### Dataset entries
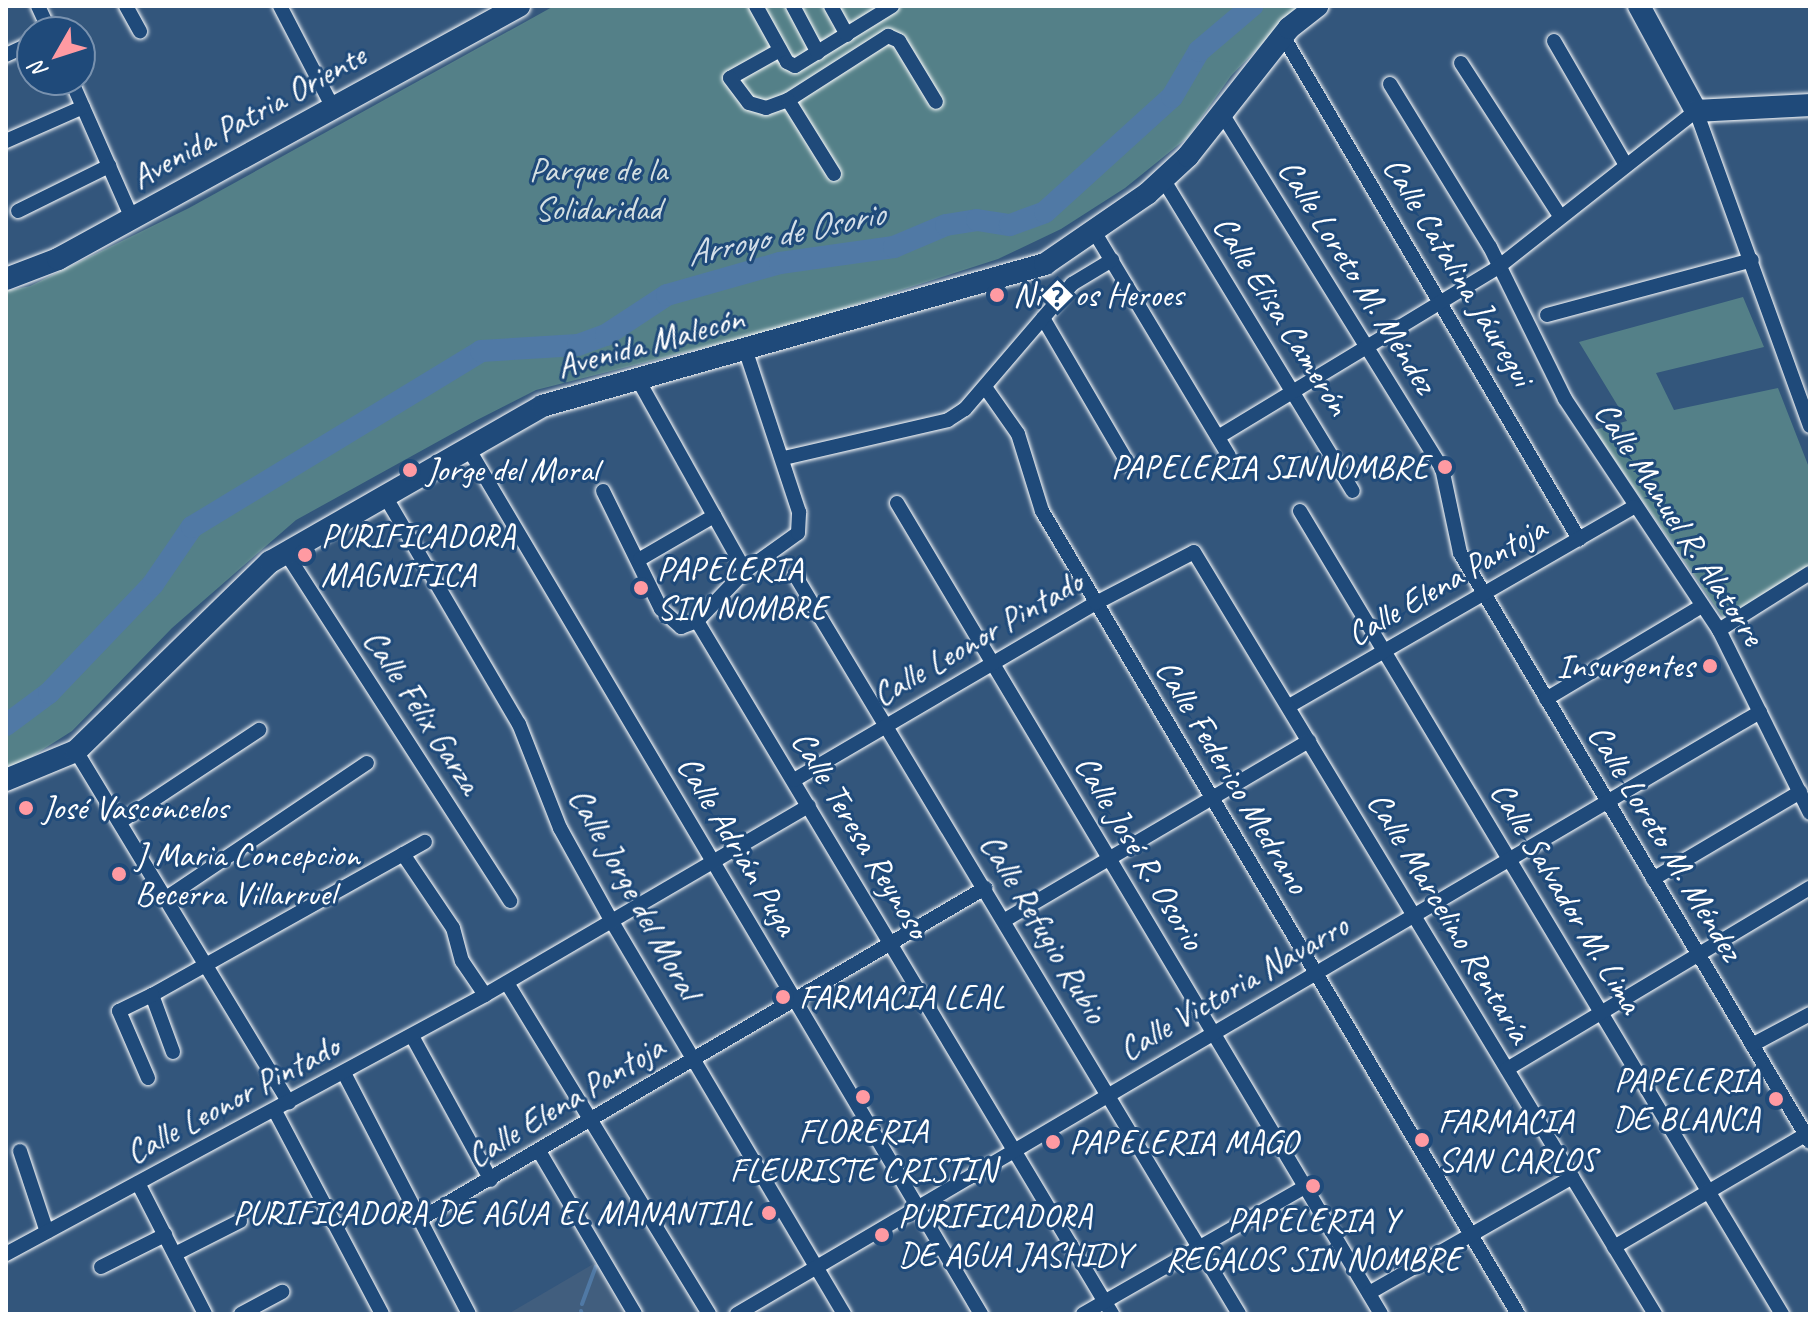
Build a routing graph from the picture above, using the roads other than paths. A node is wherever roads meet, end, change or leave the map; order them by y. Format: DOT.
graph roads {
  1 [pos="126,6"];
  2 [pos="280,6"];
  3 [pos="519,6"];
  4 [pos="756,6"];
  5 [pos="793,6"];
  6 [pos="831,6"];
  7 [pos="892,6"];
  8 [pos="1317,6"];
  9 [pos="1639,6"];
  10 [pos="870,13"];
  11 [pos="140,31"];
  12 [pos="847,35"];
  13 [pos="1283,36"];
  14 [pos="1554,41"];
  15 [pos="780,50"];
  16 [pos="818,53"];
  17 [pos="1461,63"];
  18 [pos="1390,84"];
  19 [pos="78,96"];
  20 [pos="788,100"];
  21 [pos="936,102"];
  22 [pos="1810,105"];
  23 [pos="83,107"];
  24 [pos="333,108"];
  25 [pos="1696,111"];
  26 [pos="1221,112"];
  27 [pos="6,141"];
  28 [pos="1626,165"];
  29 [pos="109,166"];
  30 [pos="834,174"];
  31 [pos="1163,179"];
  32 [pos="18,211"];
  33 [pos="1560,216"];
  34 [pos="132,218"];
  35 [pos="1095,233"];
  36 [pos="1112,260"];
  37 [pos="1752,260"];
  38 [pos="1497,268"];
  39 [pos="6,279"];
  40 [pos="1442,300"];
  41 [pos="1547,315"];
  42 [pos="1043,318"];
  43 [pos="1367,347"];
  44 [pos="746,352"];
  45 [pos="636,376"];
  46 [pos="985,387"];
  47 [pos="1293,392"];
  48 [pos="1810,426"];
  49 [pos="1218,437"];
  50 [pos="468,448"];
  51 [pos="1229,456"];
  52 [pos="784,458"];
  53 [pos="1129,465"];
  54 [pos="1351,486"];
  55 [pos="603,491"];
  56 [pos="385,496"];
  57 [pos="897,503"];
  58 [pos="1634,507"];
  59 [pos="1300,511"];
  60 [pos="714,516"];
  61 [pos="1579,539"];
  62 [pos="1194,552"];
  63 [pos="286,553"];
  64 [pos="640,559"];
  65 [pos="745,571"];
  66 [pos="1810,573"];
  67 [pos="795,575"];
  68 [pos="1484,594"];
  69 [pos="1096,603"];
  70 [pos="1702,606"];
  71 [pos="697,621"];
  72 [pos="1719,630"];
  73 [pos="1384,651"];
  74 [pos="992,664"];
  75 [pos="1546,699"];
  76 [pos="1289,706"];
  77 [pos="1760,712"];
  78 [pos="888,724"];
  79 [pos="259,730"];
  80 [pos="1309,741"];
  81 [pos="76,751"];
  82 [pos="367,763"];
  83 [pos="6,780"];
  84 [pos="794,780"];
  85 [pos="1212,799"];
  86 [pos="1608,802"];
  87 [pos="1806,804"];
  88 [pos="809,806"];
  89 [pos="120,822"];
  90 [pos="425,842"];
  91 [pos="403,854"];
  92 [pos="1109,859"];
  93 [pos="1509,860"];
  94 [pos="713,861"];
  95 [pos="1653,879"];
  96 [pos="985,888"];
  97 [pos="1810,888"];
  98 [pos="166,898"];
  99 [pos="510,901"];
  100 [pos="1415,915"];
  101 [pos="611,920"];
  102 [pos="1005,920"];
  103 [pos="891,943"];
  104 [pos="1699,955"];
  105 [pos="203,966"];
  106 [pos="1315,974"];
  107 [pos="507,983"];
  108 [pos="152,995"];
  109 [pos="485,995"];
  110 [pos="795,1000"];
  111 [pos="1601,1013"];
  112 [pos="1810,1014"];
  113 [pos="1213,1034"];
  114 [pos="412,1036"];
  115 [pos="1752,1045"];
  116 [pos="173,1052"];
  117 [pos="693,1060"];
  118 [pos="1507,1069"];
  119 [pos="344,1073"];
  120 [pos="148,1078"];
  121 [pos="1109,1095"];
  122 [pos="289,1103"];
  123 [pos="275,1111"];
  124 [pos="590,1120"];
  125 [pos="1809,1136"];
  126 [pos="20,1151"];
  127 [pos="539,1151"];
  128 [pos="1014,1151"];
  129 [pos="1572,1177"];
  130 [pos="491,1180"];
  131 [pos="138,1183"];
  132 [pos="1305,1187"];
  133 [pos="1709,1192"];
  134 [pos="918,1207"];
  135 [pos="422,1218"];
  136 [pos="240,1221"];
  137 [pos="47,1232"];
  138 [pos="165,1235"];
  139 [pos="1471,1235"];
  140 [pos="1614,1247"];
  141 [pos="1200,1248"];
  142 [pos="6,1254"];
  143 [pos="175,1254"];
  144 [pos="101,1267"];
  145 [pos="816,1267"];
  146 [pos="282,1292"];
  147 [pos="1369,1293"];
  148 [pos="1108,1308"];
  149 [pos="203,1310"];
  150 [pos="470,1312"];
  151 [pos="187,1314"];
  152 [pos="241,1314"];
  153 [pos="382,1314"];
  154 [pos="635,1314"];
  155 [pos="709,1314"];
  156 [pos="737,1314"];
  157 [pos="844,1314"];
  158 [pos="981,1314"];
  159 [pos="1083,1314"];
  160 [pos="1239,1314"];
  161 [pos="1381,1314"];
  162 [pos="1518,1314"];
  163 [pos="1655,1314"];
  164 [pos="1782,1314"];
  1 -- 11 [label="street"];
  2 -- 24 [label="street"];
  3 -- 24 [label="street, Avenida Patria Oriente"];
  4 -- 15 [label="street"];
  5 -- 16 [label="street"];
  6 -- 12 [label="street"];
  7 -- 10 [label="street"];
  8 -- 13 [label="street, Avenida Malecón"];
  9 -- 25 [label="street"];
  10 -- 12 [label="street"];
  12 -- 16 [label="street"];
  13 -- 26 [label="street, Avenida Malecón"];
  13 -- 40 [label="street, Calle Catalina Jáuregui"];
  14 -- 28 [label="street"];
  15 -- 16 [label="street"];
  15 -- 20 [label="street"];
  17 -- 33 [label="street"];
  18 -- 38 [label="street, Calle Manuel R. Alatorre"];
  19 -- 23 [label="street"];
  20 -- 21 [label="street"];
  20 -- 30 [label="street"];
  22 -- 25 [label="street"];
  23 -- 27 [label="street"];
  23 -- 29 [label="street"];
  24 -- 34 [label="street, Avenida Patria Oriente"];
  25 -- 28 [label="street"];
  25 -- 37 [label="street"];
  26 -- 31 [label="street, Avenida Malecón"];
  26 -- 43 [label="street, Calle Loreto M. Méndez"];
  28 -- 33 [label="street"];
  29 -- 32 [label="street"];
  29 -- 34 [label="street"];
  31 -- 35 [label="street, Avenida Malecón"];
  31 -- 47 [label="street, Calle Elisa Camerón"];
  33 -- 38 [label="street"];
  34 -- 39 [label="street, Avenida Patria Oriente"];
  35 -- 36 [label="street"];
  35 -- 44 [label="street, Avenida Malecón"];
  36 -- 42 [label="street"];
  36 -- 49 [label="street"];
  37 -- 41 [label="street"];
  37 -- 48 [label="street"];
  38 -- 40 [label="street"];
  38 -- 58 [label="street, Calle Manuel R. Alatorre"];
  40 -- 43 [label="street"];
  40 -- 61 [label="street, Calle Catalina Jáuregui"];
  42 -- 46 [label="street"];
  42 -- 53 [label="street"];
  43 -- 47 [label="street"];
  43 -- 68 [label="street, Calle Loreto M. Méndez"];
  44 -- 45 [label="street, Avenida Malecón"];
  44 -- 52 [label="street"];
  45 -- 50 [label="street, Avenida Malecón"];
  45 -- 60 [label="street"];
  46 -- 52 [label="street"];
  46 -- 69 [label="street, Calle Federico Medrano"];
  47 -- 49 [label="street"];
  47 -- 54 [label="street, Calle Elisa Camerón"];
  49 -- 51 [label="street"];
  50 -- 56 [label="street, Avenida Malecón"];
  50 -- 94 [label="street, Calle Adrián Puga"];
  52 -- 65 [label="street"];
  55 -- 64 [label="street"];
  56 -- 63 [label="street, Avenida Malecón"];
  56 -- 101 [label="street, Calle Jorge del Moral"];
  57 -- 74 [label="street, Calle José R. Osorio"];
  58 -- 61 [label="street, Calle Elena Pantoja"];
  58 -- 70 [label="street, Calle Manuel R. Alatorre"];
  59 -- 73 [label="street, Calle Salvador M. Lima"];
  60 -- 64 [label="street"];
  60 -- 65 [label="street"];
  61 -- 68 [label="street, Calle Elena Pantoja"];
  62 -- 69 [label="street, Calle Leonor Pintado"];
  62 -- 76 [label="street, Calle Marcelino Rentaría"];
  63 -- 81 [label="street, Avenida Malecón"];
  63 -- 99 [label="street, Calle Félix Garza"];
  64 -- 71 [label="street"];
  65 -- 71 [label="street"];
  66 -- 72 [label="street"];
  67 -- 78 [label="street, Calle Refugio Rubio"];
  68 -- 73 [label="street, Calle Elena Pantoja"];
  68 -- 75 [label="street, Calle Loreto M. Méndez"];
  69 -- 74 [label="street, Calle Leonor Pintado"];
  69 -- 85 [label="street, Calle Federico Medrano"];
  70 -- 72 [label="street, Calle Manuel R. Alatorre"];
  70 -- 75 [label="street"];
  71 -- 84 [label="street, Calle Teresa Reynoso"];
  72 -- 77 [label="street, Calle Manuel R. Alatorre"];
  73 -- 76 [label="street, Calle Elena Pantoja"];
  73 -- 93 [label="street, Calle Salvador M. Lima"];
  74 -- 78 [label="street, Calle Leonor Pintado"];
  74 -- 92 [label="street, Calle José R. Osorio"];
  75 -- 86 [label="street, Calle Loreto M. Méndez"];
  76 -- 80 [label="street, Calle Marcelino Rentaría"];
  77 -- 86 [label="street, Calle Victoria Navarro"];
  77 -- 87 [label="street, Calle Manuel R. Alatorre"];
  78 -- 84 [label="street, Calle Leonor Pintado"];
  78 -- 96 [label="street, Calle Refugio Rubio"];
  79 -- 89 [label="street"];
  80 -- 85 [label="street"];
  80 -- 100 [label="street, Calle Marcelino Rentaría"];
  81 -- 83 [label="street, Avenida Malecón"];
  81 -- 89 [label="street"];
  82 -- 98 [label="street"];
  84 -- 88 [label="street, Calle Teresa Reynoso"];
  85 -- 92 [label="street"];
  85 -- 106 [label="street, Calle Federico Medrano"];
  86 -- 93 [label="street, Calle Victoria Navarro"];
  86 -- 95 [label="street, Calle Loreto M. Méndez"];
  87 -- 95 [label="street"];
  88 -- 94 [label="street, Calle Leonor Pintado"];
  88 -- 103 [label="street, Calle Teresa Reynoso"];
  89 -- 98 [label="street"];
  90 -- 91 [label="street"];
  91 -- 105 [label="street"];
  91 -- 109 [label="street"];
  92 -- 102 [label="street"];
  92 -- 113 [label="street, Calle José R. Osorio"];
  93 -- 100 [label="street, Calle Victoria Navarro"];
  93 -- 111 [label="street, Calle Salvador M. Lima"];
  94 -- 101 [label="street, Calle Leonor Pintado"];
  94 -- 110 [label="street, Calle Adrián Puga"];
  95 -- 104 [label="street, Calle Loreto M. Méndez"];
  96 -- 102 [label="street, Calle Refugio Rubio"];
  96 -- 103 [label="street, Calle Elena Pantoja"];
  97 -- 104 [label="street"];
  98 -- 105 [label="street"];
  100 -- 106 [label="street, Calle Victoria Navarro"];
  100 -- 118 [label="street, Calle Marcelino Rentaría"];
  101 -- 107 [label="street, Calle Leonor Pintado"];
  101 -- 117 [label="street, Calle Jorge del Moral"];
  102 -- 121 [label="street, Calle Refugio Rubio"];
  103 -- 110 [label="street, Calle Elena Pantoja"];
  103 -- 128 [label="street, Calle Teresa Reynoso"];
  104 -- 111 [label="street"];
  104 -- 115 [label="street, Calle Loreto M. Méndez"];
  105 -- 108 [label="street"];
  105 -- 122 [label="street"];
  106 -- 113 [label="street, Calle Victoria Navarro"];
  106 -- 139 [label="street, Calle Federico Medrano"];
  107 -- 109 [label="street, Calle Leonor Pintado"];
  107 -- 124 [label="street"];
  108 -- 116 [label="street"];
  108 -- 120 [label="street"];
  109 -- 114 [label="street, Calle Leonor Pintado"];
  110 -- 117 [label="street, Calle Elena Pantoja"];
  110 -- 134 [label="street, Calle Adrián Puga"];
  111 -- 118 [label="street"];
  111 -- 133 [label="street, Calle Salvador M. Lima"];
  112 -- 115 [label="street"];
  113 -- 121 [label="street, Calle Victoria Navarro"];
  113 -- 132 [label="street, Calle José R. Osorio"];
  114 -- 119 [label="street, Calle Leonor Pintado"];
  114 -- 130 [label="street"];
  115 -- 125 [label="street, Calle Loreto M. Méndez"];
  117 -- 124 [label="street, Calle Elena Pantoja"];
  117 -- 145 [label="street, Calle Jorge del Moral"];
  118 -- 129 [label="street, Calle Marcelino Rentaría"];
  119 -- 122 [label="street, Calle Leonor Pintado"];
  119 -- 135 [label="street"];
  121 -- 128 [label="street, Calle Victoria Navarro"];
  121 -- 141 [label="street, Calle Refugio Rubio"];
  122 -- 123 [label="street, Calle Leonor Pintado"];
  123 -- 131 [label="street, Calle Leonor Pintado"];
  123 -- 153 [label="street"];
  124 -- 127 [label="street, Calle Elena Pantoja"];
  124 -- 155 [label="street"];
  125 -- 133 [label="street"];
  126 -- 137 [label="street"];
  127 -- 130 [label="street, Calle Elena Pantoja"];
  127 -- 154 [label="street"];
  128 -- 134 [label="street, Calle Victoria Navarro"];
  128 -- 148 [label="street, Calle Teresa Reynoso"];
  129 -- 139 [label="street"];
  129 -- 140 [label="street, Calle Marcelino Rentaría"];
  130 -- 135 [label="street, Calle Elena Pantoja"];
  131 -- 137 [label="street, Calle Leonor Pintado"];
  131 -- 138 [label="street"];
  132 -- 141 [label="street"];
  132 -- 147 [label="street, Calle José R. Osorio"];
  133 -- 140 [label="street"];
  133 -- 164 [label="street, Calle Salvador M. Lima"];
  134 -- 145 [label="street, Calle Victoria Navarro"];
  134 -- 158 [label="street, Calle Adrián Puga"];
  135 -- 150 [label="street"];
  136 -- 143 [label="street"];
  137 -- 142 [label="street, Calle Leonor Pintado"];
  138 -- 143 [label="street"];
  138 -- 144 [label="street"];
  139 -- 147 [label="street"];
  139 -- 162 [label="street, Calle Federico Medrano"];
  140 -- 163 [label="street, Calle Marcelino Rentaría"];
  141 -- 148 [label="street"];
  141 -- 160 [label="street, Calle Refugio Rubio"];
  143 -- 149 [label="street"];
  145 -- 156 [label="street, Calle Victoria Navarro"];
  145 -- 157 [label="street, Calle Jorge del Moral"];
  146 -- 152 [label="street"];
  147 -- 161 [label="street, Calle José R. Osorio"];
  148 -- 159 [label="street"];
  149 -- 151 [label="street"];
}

### What to produce
Lines that contain "Camerón" should be pulled from the entries above and reported.

### Result
  31 -- 47 [label="street, Calle Elisa Camerón"];
  47 -- 54 [label="street, Calle Elisa Camerón"];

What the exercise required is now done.